Cinco décadas después, la deuda con las víctimas sigue intacta. Y no es solo culpa de la dictadura, sino también de la omisión de los gobiernos posteriores, de los poderes judiciales, de los políticos de turno —diputados, senadores, presidentes— que jamás estuvieron a la altura del mandato histórico. Incluso aquellos religiosos que en su momento ayudaron y avalaron a la dictadura, hoy guardan un silencio cómplice frente al dolor de las víctimas.
Se habla de “reparación”, pero en la práctica es una burla. Las miserables pensiones entregadas a los sobrevivientes de la represión en muchos casos no llegan ni al 50% de un salario mínimo, y aun así se les descuenta Fonasa. Para colmo, el robo permanente de las AFP sigue afectando a todos los chilenos, y la clase política completa prefiere callar, mirar para otro lado y no hacer nada para cambiar esta realidad.

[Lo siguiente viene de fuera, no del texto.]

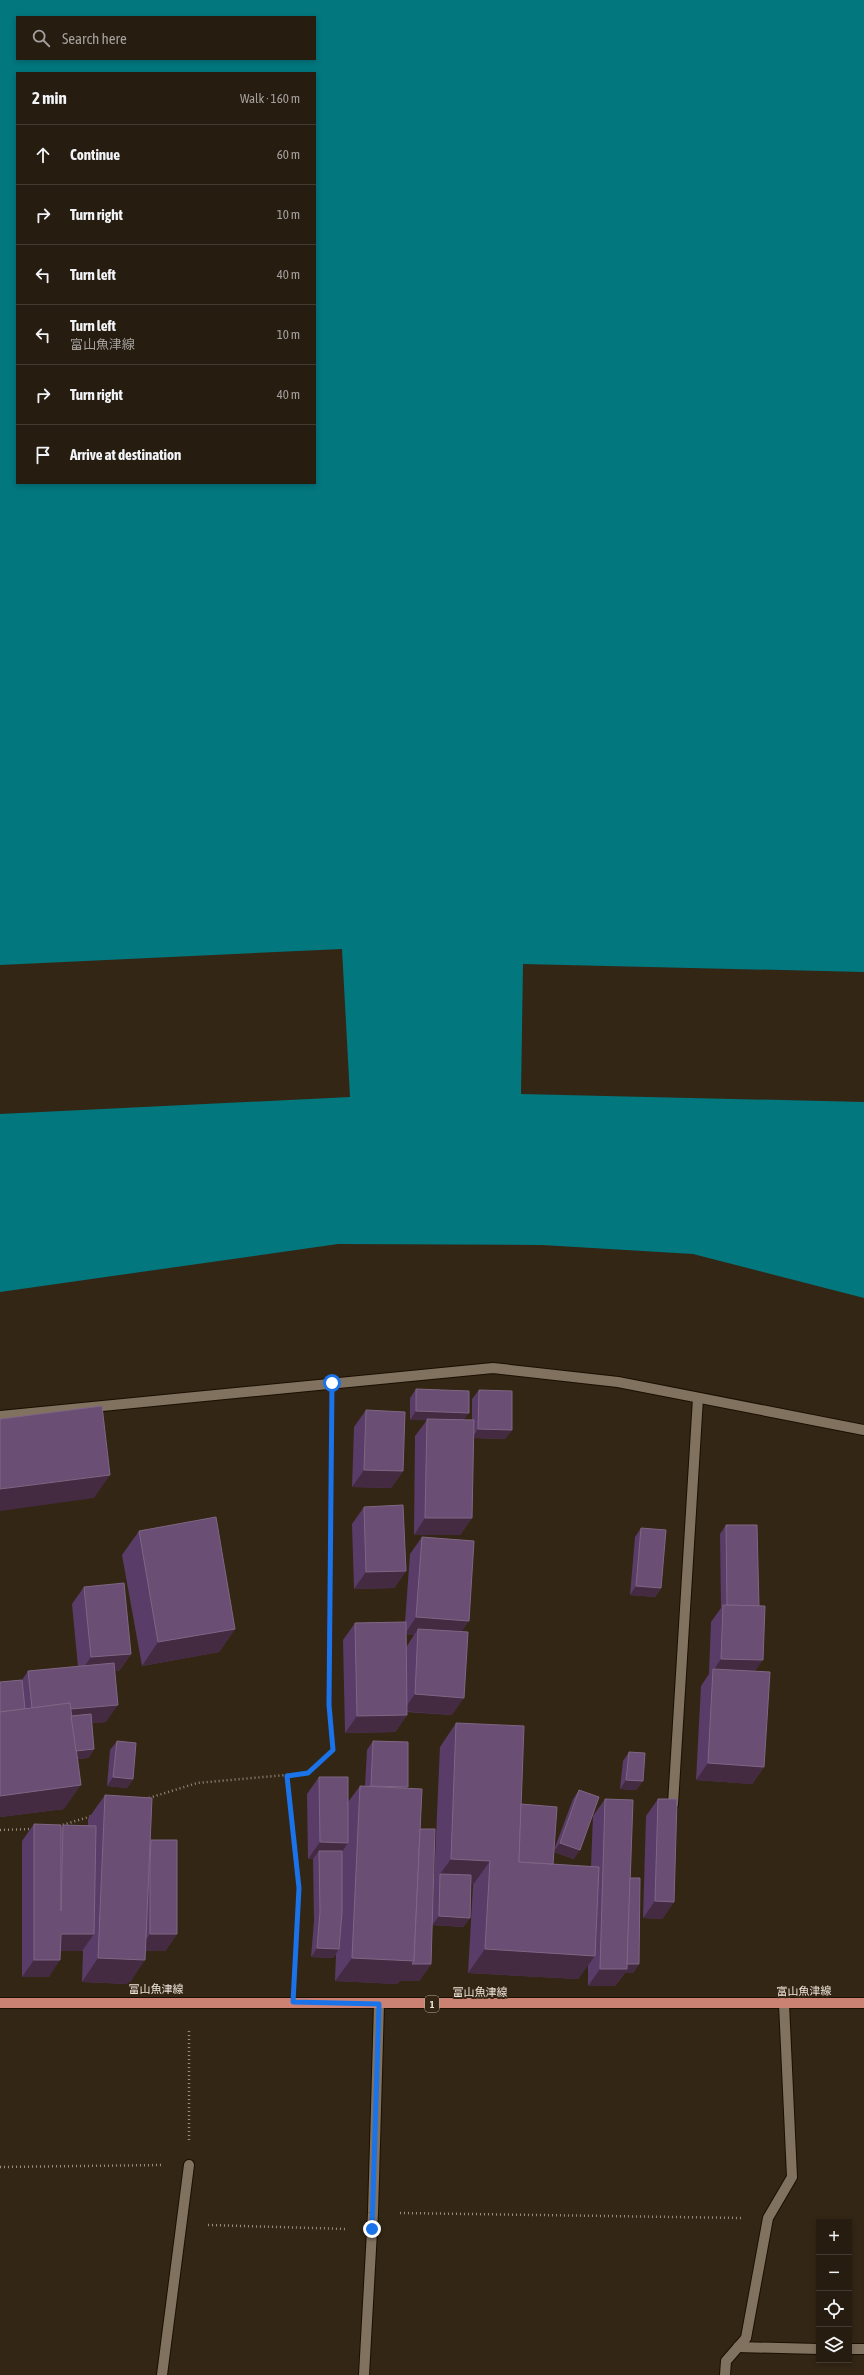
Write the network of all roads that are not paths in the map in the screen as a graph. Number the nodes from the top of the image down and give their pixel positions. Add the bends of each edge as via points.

Lo más indignante es que, tras la dictadura, los gobiernos democráticos —tanto de derecha como de izquierda— no estuvieron a la altura de las víctimas. Se multiplicaron los discursos y promesas de reparación, pero en los hechos, los exonerados, expresos políticos, torturados, familiares de desaparecidos y hasta los niños arrancados de sus hogares para ser violentados y vendidos al extranjero quedaron abandonados.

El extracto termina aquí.